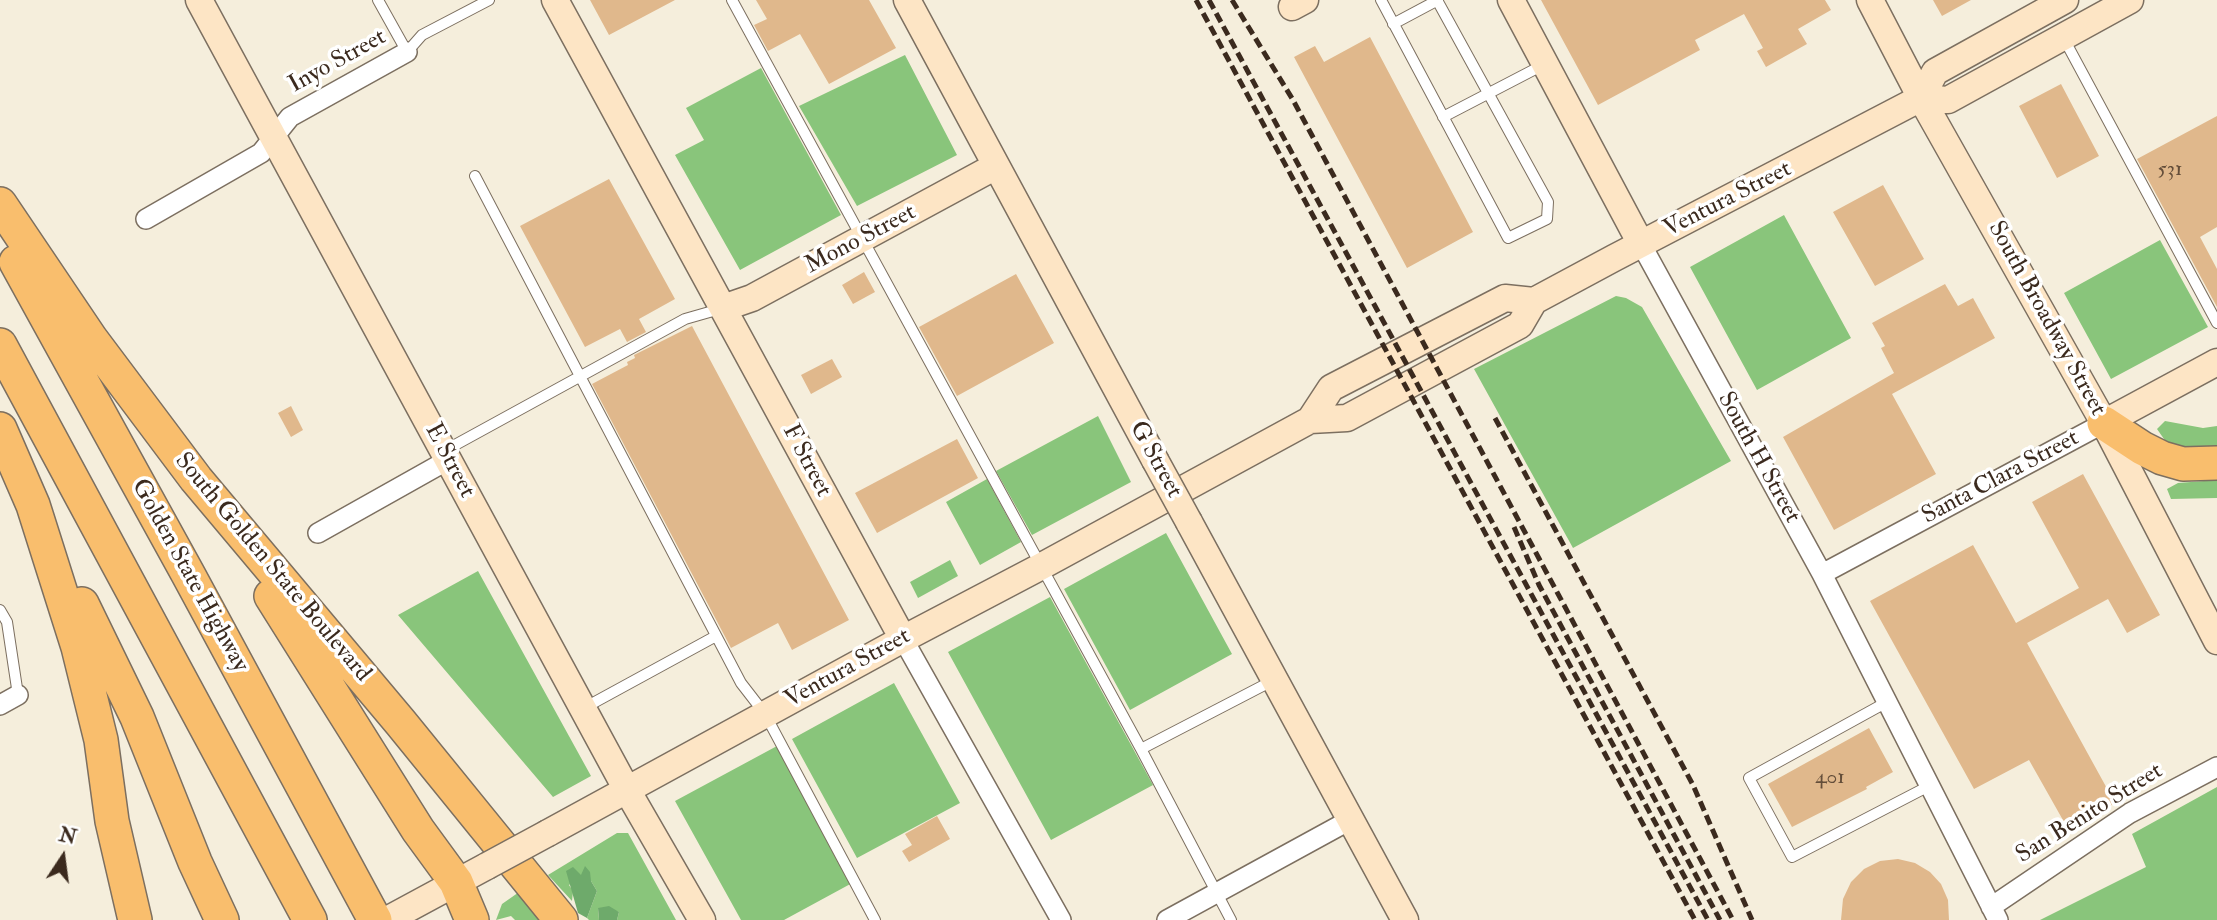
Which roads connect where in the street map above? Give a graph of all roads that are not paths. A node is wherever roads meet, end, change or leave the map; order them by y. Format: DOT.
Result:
graph roads {
  1 [pos="199,0"];
  2 [pos="378,0"];
  3 [pos="489,0"];
  4 [pos="555,0"];
  5 [pos="732,0"];
  6 [pos="907,0"];
  7 [pos="1381,0"];
  8 [pos="1438,0"];
  9 [pos="1511,0"];
  10 [pos="1870,0"];
  11 [pos="2130,0"];
  12 [pos="2051,3"];
  13 [pos="1393,24"];
  14 [pos="2063,37"];
  15 [pos="407,52"];
  16 [pos="1545,64"];
  17 [pos="1488,94"];
  18 [pos="1921,98"];
  19 [pos="1443,117"];
  20 [pos="273,137"];
  21 [pos="996,166"];
  22 [pos="475,177"];
  23 [pos="0,204"];
  24 [pos="146,219"];
  25 [pos="0,234"];
  26 [pos="862,240"];
  27 [pos="1641,244"];
  28 [pos="723,308"];
  29 [pos="2217,323"];
  30 [pos="0,345"];
  31 [pos="2217,362"];
  32 [pos="579,377"];
  33 [pos="2104,422"];
  34 [pos="0,429"];
  35 [pos="446,456"];
  36 [pos="2217,463"];
  37 [pos="196,479"];
  38 [pos="33,505"];
  39 [pos="318,533"];
  40 [pos="1040,567"];
  41 [pos="1822,574"];
  42 [pos="0,610"];
  43 [pos="716,636"];
  44 [pos="903,639"];
  45 [pos="2217,641"];
  46 [pos="1275,680"];
  47 [pos="18,695"];
  48 [pos="1887,702"];
  49 [pos="0,705"];
  50 [pos="583,708"];
  51 [pos="765,714"];
  52 [pos="1141,749"];
  53 [pos="2217,767"];
  54 [pos="1929,786"];
  55 [pos="627,790"];
  56 [pos="1350,820"];
  57 [pos="456,882"];
  58 [pos="1217,893"];
  59 [pos="1994,913"];
  60 [pos="135,920"];
  61 [pos="222,920"];
  62 [pos="310,920"];
  63 [pos="375,920"];
  64 [pos="387,920"];
  65 [pos="472,920"];
  66 [pos="561,920"];
  67 [pos="702,920"];
  68 [pos="875,920"];
  69 [pos="1061,920"];
  70 [pos="1167,920"];
  71 [pos="1231,920"];
  72 [pos="1405,920"];
  1 -- 20 [label="street, E Street"];
  2 -- 15 [label="lane"];
  3 -- 15 [label="lane, Inyo Street"];
  4 -- 28 [label="street, F Street"];
  5 -- 26 [label="lane"];
  6 -- 21 [label="street, G Street"];
  7 -- 13 [label="lane"];
  8 -- 13 [label="lane"];
  8 -- 17 [label="lane"];
  9 -- 16 [label="street, South H Street"];
  10 -- 18 [label="street, South Broadway Street"];
  11 -- 14 [label="street, Ventura Street"];
  12 -- 18 [label="street, Ventura Street"];
  13 -- 19 [label="lane"];
  14 -- 18 [label="street, Ventura Street"];
  14 -- 29 [label="lane"];
  15 -- 20 [label="street, Inyo Street"];
  16 -- 17 [label="lane"];
  16 -- 27 [label="street, South H Street"];
  17 -- 19 [label="lane"];
  17 -- 19 [label="lane"];
  18 -- 27 [label="street, Ventura Street"];
  18 -- 33 [label="street, South Broadway Street"];
  20 -- 24 [label="street, Inyo Street"];
  20 -- 35 [label="street, E Street"];
  21 -- 26 [label="street, Mono Street"];
  21 -- 46 [label="street, G Street, bridge"];
  22 -- 32 [label="lane"];
  23 -- 37 [label="highway, South Golden State Boulevard"];
  25 -- 63 [label="highway, Golden State Highway"];
  26 -- 28 [label="street, Mono Street"];
  26 -- 40 [label="lane"];
  27 -- 40 [label="street, Ventura Street"];
  27 -- 41 [label="street, South H Street"];
  28 -- 32 [label="lane"];
  28 -- 44 [label="street, F Street"];
  30 -- 62 [label="highway"];
  31 -- 33 [label="street, Santa Clara Street"];
  32 -- 35 [label="lane"];
  32 -- 43 [label="lane"];
  33 -- 36 [label="highway"];
  33 -- 41 [label="street, Santa Clara Street"];
  33 -- 45 [label="street, South Broadway Street"];
  34 -- 38 [label="highway"];
  35 -- 39 [label="street"];
  35 -- 50 [label="street, E Street"];
  37 -- 57 [label="highway"];
  37 -- 66 [label="highway, South Golden State Boulevard"];
  38 -- 60 [label="highway"];
  38 -- 61 [label="highway"];
  40 -- 44 [label="street, Ventura Street"];
  40 -- 52 [label="lane"];
  41 -- 48 [label="street, South H Street"];
  42 -- 47 [label="lane"];
  43 -- 50 [label="lane"];
  43 -- 51 [label="lane"];
  44 -- 51 [label="street, Ventura Street"];
  44 -- 69 [label="street, F Street"];
  46 -- 52 [label="lane"];
  46 -- 56 [label="street, G Street"];
  47 -- 49 [label="street"];
  48 -- 54 [label="street, South H Street"];
  48 -- 54 [label="lane"];
  50 -- 55 [label="street, E Street"];
  51 -- 55 [label="street, Ventura Street"];
  51 -- 68 [label="lane"];
  52 -- 58 [label="lane"];
  53 -- 59 [label="street, San Benito Street"];
  54 -- 59 [label="street, South H Street"];
  55 -- 57 [label="street, Ventura Street, bridge"];
  55 -- 67 [label="street, E Street"];
  56 -- 58 [label="street"];
  56 -- 72 [label="street, G Street"];
  57 -- 64 [label="street, Ventura Street"];
  57 -- 65 [label="highway"];
  58 -- 70 [label="street"];
  58 -- 71 [label="lane"];
}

WORK ITEM: Keep the pictures out, and write out the rest of the data above word for word.

RESULT BELOW:
Which roads connect where in the street map above? Give a graph of all roads that are not paths. A node is wherever roads meet, end, change or leave the map; order them by y. Format: DOT.
Result:
graph roads {
  1 [pos="199,0"];
  2 [pos="378,0"];
  3 [pos="489,0"];
  4 [pos="555,0"];
  5 [pos="732,0"];
  6 [pos="907,0"];
  7 [pos="1381,0"];
  8 [pos="1438,0"];
  9 [pos="1511,0"];
  10 [pos="1870,0"];
  11 [pos="2130,0"];
  12 [pos="2051,3"];
  13 [pos="1393,24"];
  14 [pos="2063,37"];
  15 [pos="407,52"];
  16 [pos="1545,64"];
  17 [pos="1488,94"];
  18 [pos="1921,98"];
  19 [pos="1443,117"];
  20 [pos="273,137"];
  21 [pos="996,166"];
  22 [pos="475,177"];
  23 [pos="0,204"];
  24 [pos="146,219"];
  25 [pos="0,234"];
  26 [pos="862,240"];
  27 [pos="1641,244"];
  28 [pos="723,308"];
  29 [pos="2217,323"];
  30 [pos="0,345"];
  31 [pos="2217,362"];
  32 [pos="579,377"];
  33 [pos="2104,422"];
  34 [pos="0,429"];
  35 [pos="446,456"];
  36 [pos="2217,463"];
  37 [pos="196,479"];
  38 [pos="33,505"];
  39 [pos="318,533"];
  40 [pos="1040,567"];
  41 [pos="1822,574"];
  42 [pos="0,610"];
  43 [pos="716,636"];
  44 [pos="903,639"];
  45 [pos="2217,641"];
  46 [pos="1275,680"];
  47 [pos="18,695"];
  48 [pos="1887,702"];
  49 [pos="0,705"];
  50 [pos="583,708"];
  51 [pos="765,714"];
  52 [pos="1141,749"];
  53 [pos="2217,767"];
  54 [pos="1929,786"];
  55 [pos="627,790"];
  56 [pos="1350,820"];
  57 [pos="456,882"];
  58 [pos="1217,893"];
  59 [pos="1994,913"];
  60 [pos="135,920"];
  61 [pos="222,920"];
  62 [pos="310,920"];
  63 [pos="375,920"];
  64 [pos="387,920"];
  65 [pos="472,920"];
  66 [pos="561,920"];
  67 [pos="702,920"];
  68 [pos="875,920"];
  69 [pos="1061,920"];
  70 [pos="1167,920"];
  71 [pos="1231,920"];
  72 [pos="1405,920"];
  1 -- 20 [label="street, E Street"];
  2 -- 15 [label="lane"];
  3 -- 15 [label="lane, Inyo Street"];
  4 -- 28 [label="street, F Street"];
  5 -- 26 [label="lane"];
  6 -- 21 [label="street, G Street"];
  7 -- 13 [label="lane"];
  8 -- 13 [label="lane"];
  8 -- 17 [label="lane"];
  9 -- 16 [label="street, South H Street"];
  10 -- 18 [label="street, South Broadway Street"];
  11 -- 14 [label="street, Ventura Street"];
  12 -- 18 [label="street, Ventura Street"];
  13 -- 19 [label="lane"];
  14 -- 18 [label="street, Ventura Street"];
  14 -- 29 [label="lane"];
  15 -- 20 [label="street, Inyo Street"];
  16 -- 17 [label="lane"];
  16 -- 27 [label="street, South H Street"];
  17 -- 19 [label="lane"];
  17 -- 19 [label="lane"];
  18 -- 27 [label="street, Ventura Street"];
  18 -- 33 [label="street, South Broadway Street"];
  20 -- 24 [label="street, Inyo Street"];
  20 -- 35 [label="street, E Street"];
  21 -- 26 [label="street, Mono Street"];
  21 -- 46 [label="street, G Street, bridge"];
  22 -- 32 [label="lane"];
  23 -- 37 [label="highway, South Golden State Boulevard"];
  25 -- 63 [label="highway, Golden State Highway"];
  26 -- 28 [label="street, Mono Street"];
  26 -- 40 [label="lane"];
  27 -- 40 [label="street, Ventura Street"];
  27 -- 41 [label="street, South H Street"];
  28 -- 32 [label="lane"];
  28 -- 44 [label="street, F Street"];
  30 -- 62 [label="highway"];
  31 -- 33 [label="street, Santa Clara Street"];
  32 -- 35 [label="lane"];
  32 -- 43 [label="lane"];
  33 -- 36 [label="highway"];
  33 -- 41 [label="street, Santa Clara Street"];
  33 -- 45 [label="street, South Broadway Street"];
  34 -- 38 [label="highway"];
  35 -- 39 [label="street"];
  35 -- 50 [label="street, E Street"];
  37 -- 57 [label="highway"];
  37 -- 66 [label="highway, South Golden State Boulevard"];
  38 -- 60 [label="highway"];
  38 -- 61 [label="highway"];
  40 -- 44 [label="street, Ventura Street"];
  40 -- 52 [label="lane"];
  41 -- 48 [label="street, South H Street"];
  42 -- 47 [label="lane"];
  43 -- 50 [label="lane"];
  43 -- 51 [label="lane"];
  44 -- 51 [label="street, Ventura Street"];
  44 -- 69 [label="street, F Street"];
  46 -- 52 [label="lane"];
  46 -- 56 [label="street, G Street"];
  47 -- 49 [label="street"];
  48 -- 54 [label="street, South H Street"];
  48 -- 54 [label="lane"];
  50 -- 55 [label="street, E Street"];
  51 -- 55 [label="street, Ventura Street"];
  51 -- 68 [label="lane"];
  52 -- 58 [label="lane"];
  53 -- 59 [label="street, San Benito Street"];
  54 -- 59 [label="street, South H Street"];
  55 -- 57 [label="street, Ventura Street, bridge"];
  55 -- 67 [label="street, E Street"];
  56 -- 58 [label="street"];
  56 -- 72 [label="street, G Street"];
  57 -- 64 [label="street, Ventura Street"];
  57 -- 65 [label="highway"];
  58 -- 70 [label="street"];
  58 -- 71 [label="lane"];
}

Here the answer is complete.